*** Source information
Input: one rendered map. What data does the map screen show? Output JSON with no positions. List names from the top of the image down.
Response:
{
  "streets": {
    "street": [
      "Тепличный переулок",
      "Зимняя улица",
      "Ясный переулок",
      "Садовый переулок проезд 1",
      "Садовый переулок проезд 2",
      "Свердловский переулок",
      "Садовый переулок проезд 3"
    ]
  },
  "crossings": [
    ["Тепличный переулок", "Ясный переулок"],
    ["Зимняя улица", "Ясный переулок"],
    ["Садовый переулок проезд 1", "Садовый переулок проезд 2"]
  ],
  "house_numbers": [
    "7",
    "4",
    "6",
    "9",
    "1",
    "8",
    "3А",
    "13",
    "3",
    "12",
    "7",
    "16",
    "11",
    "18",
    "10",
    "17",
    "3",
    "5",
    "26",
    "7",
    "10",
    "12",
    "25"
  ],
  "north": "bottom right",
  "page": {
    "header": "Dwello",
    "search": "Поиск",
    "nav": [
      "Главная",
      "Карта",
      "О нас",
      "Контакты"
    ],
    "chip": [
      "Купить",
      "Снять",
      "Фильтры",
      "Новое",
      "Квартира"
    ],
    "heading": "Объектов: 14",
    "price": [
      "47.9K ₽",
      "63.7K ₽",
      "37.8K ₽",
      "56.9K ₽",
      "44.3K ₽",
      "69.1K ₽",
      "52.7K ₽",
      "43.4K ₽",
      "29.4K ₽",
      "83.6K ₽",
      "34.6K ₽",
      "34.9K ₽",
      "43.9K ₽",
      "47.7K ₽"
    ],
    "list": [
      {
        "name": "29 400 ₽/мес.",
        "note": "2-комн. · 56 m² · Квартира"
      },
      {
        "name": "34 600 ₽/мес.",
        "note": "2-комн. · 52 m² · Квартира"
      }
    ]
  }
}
******
To do>
Print every entry exactly.

Your solution>
Input: one rendered map. What data does the map screen show? Output JSON with no positions. List names from the top of the image down.
Response:
{
  "streets": {
    "street": [
      "Тепличный переулок",
      "Зимняя улица",
      "Ясный переулок",
      "Садовый переулок проезд 1",
      "Садовый переулок проезд 2",
      "Свердловский переулок",
      "Садовый переулок проезд 3"
    ]
  },
  "crossings": [
    ["Тепличный переулок", "Ясный переулок"],
    ["Зимняя улица", "Ясный переулок"],
    ["Садовый переулок проезд 1", "Садовый переулок проезд 2"]
  ],
  "house_numbers": [
    "7",
    "4",
    "6",
    "9",
    "1",
    "8",
    "3А",
    "13",
    "3",
    "12",
    "7",
    "16",
    "11",
    "18",
    "10",
    "17",
    "3",
    "5",
    "26",
    "7",
    "10",
    "12",
    "25"
  ],
  "north": "bottom right",
  "page": {
    "header": "Dwello",
    "search": "Поиск",
    "nav": [
      "Главная",
      "Карта",
      "О нас",
      "Контакты"
    ],
    "chip": [
      "Купить",
      "Снять",
      "Фильтры",
      "Новое",
      "Квартира"
    ],
    "heading": "Объектов: 14",
    "price": [
      "47.9K ₽",
      "63.7K ₽",
      "37.8K ₽",
      "56.9K ₽",
      "44.3K ₽",
      "69.1K ₽",
      "52.7K ₽",
      "43.4K ₽",
      "29.4K ₽",
      "83.6K ₽",
      "34.6K ₽",
      "34.9K ₽",
      "43.9K ₽",
      "47.7K ₽"
    ],
    "list": [
      {
        "name": "29 400 ₽/мес.",
        "note": "2-комн. · 56 m² · Квартира"
      },
      {
        "name": "34 600 ₽/мес.",
        "note": "2-комн. · 52 m² · Квартира"
      }
    ]
  }
}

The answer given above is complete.